Monday, April 5, 2021

Guilt-free institutionalization

I mention this video below
It must be wonderful to banish any trace of hesitation or guilt about drastic steps you've taken with your children. I would have thought it was impossible, to be honest. But apparently I erred.

There are parents who relinquish their children to strangers. For the rest of their lives. They do this despite those children's inability to ever relay their experiences in those strangers' care. 

It doesn't get much more drastic than that.

But some of those parents go even a step further. They replace the hesitation or guilt that you'd expect, with pride. They convince themselves that doing so was in their child's best interests. They literally boast of evicting their vulnerable children, even babies.  

They are either ignorant of, or dismissive of professional warnings about the evils of institutionalization. 

I once had a friend whose youngest child was about the same age as my daughter Haya and similarly disabled. When her daughter was five years old, she evicted her. I recall her relating to me that the caregivers at her daughter's residence maintained that the child cried whenever her mother's  left after a visit. 

My friend's reaction? "They're wrong. I don't believe she is crying for me."
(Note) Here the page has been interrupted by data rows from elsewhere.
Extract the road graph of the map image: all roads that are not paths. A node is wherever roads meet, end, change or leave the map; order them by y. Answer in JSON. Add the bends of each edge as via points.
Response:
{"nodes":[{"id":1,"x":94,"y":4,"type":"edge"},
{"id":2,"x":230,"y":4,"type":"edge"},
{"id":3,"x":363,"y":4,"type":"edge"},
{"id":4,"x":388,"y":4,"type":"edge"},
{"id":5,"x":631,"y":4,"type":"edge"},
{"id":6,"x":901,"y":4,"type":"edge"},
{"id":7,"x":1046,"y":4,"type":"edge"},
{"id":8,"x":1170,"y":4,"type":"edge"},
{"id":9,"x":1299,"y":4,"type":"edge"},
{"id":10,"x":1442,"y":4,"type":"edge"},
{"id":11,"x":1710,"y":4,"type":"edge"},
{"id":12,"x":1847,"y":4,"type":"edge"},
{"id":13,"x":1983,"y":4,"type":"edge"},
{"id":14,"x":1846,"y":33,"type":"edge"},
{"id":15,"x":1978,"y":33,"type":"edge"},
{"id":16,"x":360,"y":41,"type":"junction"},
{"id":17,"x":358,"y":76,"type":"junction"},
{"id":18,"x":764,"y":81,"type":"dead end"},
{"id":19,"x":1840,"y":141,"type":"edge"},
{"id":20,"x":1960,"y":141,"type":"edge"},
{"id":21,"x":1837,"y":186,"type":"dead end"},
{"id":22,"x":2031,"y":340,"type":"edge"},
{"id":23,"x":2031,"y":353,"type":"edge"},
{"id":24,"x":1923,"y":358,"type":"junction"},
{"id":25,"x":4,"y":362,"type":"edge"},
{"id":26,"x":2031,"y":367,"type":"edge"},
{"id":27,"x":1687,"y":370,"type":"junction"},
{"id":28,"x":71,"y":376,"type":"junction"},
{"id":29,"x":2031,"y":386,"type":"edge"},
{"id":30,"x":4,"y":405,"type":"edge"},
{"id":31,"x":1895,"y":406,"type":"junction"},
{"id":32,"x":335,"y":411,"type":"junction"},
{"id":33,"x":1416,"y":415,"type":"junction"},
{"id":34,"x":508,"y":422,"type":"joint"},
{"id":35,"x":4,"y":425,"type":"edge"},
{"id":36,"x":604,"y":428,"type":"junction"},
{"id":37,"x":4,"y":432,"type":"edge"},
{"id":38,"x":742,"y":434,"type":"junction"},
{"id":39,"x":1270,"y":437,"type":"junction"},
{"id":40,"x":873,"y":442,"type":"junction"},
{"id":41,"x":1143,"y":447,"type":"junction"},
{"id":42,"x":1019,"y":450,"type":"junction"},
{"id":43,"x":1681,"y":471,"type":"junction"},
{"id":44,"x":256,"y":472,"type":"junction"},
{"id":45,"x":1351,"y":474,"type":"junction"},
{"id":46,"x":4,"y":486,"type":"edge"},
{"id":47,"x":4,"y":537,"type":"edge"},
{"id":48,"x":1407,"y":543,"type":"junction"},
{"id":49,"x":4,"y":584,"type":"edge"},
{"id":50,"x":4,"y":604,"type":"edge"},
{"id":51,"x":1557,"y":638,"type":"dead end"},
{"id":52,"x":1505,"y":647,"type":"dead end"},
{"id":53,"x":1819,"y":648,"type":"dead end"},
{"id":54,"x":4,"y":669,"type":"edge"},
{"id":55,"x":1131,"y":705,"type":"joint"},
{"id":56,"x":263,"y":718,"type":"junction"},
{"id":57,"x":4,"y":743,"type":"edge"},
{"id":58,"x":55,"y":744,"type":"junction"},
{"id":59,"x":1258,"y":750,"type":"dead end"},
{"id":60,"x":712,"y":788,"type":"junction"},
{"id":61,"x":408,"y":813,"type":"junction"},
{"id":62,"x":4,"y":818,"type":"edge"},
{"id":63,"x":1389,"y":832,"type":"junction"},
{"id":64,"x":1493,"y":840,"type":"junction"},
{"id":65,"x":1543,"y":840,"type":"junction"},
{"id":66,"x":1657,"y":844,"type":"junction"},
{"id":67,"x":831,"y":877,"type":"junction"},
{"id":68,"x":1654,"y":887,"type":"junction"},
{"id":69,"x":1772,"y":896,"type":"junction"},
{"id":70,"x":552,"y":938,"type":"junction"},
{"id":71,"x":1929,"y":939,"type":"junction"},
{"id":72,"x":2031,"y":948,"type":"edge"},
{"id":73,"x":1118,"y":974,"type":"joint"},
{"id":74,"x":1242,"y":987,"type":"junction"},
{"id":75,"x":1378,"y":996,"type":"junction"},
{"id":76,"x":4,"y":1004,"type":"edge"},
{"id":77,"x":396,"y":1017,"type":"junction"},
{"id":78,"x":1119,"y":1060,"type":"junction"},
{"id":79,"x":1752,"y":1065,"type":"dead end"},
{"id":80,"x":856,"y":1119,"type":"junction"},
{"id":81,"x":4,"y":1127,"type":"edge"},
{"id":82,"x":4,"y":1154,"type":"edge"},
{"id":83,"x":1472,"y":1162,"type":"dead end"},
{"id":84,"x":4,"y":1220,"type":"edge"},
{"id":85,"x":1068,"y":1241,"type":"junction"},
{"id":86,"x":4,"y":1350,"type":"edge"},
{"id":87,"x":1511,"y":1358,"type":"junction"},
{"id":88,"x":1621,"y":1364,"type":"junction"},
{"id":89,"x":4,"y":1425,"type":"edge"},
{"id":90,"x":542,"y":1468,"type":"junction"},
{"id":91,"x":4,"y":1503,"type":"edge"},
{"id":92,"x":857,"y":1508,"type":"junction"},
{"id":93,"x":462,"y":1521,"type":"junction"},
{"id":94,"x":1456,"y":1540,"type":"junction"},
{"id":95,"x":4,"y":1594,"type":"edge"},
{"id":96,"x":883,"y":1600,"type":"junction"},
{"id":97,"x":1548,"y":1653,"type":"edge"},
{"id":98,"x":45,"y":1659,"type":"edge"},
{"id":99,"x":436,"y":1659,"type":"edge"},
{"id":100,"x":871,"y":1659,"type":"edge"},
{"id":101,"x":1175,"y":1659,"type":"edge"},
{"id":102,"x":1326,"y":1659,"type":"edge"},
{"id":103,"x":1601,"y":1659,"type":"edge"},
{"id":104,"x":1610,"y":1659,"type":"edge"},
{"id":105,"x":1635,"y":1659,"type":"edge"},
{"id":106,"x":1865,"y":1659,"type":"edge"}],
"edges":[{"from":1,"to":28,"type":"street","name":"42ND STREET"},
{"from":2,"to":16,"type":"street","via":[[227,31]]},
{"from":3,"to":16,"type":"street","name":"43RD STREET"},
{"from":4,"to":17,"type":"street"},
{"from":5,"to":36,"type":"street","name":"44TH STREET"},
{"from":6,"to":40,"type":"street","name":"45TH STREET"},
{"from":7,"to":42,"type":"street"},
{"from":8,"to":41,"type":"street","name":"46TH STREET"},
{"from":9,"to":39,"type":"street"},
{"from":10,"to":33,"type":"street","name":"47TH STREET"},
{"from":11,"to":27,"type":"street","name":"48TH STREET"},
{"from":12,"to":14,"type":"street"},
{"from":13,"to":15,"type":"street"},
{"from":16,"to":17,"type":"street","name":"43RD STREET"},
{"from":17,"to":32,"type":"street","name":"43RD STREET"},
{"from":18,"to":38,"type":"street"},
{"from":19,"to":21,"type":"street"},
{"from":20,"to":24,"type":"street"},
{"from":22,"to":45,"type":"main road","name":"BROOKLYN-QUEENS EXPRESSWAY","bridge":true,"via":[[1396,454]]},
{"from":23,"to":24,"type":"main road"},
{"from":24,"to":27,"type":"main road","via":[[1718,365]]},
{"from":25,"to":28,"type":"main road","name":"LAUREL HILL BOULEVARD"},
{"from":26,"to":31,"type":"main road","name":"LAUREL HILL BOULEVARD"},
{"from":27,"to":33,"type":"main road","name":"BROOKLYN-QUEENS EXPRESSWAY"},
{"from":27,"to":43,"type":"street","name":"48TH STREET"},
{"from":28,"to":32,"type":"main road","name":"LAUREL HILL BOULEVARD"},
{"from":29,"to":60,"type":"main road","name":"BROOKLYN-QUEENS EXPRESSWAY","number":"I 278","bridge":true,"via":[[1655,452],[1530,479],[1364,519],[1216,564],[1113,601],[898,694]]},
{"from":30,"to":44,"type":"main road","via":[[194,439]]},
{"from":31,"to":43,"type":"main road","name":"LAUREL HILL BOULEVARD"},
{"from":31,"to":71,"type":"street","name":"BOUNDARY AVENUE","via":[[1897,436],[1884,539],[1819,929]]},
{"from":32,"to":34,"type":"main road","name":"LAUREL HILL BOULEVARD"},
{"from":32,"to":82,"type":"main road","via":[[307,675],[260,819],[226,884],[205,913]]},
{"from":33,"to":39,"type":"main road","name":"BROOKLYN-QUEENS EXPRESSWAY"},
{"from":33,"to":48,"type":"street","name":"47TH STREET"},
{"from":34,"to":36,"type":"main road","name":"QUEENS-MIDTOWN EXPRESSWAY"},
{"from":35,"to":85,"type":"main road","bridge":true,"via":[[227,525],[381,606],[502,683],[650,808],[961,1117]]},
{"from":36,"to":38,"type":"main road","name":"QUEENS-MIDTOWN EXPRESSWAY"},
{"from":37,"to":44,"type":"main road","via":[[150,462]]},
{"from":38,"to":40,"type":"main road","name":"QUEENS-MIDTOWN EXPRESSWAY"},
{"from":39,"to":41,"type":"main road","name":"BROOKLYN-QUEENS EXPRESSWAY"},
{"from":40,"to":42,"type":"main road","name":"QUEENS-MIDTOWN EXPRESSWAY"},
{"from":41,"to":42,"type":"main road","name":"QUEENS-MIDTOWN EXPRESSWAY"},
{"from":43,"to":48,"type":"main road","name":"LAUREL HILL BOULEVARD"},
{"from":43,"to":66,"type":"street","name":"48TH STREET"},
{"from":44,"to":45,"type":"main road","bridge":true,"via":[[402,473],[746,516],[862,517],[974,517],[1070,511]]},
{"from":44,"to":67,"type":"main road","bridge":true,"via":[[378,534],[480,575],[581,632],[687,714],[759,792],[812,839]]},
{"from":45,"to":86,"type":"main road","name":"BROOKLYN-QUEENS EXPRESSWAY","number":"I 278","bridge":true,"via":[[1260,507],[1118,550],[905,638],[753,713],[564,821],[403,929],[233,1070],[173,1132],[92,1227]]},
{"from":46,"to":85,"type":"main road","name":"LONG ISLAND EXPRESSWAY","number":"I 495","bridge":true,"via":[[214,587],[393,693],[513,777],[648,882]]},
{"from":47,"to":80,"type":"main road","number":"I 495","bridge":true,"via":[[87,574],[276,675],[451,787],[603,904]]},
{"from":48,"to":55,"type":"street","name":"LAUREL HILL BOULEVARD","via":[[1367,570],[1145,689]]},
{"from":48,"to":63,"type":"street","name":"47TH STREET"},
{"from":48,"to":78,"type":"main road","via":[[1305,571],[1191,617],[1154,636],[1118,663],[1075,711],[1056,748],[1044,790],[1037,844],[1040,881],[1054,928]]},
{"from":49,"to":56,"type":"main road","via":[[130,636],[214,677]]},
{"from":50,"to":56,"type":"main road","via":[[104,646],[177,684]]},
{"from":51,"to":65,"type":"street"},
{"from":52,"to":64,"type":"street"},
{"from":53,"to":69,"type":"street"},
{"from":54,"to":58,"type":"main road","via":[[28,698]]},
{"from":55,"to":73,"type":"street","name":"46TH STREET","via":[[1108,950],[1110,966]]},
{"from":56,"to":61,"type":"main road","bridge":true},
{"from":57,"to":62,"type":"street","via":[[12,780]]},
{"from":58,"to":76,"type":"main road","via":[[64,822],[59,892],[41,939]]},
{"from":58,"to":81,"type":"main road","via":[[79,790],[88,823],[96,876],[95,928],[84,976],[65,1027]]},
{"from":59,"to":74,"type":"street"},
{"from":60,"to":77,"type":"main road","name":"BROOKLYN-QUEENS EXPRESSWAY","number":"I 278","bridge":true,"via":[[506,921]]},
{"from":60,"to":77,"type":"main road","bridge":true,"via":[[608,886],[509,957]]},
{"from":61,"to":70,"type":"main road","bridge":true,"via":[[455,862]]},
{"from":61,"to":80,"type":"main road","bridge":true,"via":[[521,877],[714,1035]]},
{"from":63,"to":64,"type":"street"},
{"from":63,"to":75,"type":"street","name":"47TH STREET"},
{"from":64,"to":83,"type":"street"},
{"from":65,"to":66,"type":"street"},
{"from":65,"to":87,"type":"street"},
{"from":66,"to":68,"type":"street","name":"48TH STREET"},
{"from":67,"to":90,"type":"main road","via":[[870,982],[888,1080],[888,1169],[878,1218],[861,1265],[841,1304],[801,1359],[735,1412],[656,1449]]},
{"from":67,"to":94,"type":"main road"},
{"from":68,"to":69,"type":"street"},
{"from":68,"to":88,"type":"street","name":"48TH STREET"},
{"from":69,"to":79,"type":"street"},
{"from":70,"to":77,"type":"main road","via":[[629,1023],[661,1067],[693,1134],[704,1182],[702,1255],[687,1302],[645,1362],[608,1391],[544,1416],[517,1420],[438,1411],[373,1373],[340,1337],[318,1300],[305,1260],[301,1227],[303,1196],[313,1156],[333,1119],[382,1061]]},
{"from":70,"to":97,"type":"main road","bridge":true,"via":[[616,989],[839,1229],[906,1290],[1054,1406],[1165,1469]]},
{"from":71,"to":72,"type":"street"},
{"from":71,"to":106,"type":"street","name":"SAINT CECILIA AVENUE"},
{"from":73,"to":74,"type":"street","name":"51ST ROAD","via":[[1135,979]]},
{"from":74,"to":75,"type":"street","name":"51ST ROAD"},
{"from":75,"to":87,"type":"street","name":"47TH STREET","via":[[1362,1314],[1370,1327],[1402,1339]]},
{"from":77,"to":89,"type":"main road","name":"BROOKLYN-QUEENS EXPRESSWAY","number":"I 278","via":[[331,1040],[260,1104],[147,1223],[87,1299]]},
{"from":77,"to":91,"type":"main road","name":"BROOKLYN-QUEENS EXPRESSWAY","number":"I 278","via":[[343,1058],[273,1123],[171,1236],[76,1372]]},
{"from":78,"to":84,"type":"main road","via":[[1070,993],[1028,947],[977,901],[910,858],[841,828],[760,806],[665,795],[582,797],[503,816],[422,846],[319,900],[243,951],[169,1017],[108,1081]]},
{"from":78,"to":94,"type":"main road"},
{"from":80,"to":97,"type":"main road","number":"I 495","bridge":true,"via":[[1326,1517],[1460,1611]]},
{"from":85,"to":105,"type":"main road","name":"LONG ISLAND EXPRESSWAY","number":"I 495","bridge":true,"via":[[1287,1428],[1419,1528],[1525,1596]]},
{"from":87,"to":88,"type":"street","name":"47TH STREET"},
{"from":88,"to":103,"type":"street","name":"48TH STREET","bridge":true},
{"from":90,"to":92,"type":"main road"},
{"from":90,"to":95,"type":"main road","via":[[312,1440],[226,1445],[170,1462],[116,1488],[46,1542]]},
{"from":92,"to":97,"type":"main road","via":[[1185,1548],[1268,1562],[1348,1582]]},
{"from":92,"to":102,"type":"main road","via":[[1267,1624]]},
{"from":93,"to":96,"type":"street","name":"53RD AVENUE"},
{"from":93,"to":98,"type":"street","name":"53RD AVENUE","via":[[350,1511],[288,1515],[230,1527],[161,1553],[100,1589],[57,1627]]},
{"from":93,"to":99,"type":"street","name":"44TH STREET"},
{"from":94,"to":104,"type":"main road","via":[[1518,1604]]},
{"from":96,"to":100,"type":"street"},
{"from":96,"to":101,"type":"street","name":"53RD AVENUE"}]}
Another mother I view as delusional has cooperated with ADI in producing a YouTube clip plugging ADI institutions and parroting the lines used in their fundraisers. 

She extols the decision she made to hand her toddler over to the care of ADI employees. It has benefitted her son's body and his heart, she insists. It will give him the love and the confidence to try harder, to conquer the next steps. 

To be fair, Israeli society and professionals brainwash parents like us to believe that abandoning our profoundly disabled children is in their best interests . In a sense, like her son, that mother is a victim too. 

So, I won't provide a link to her YouTube promo of institutionalization. (That's a screen shot from it above.)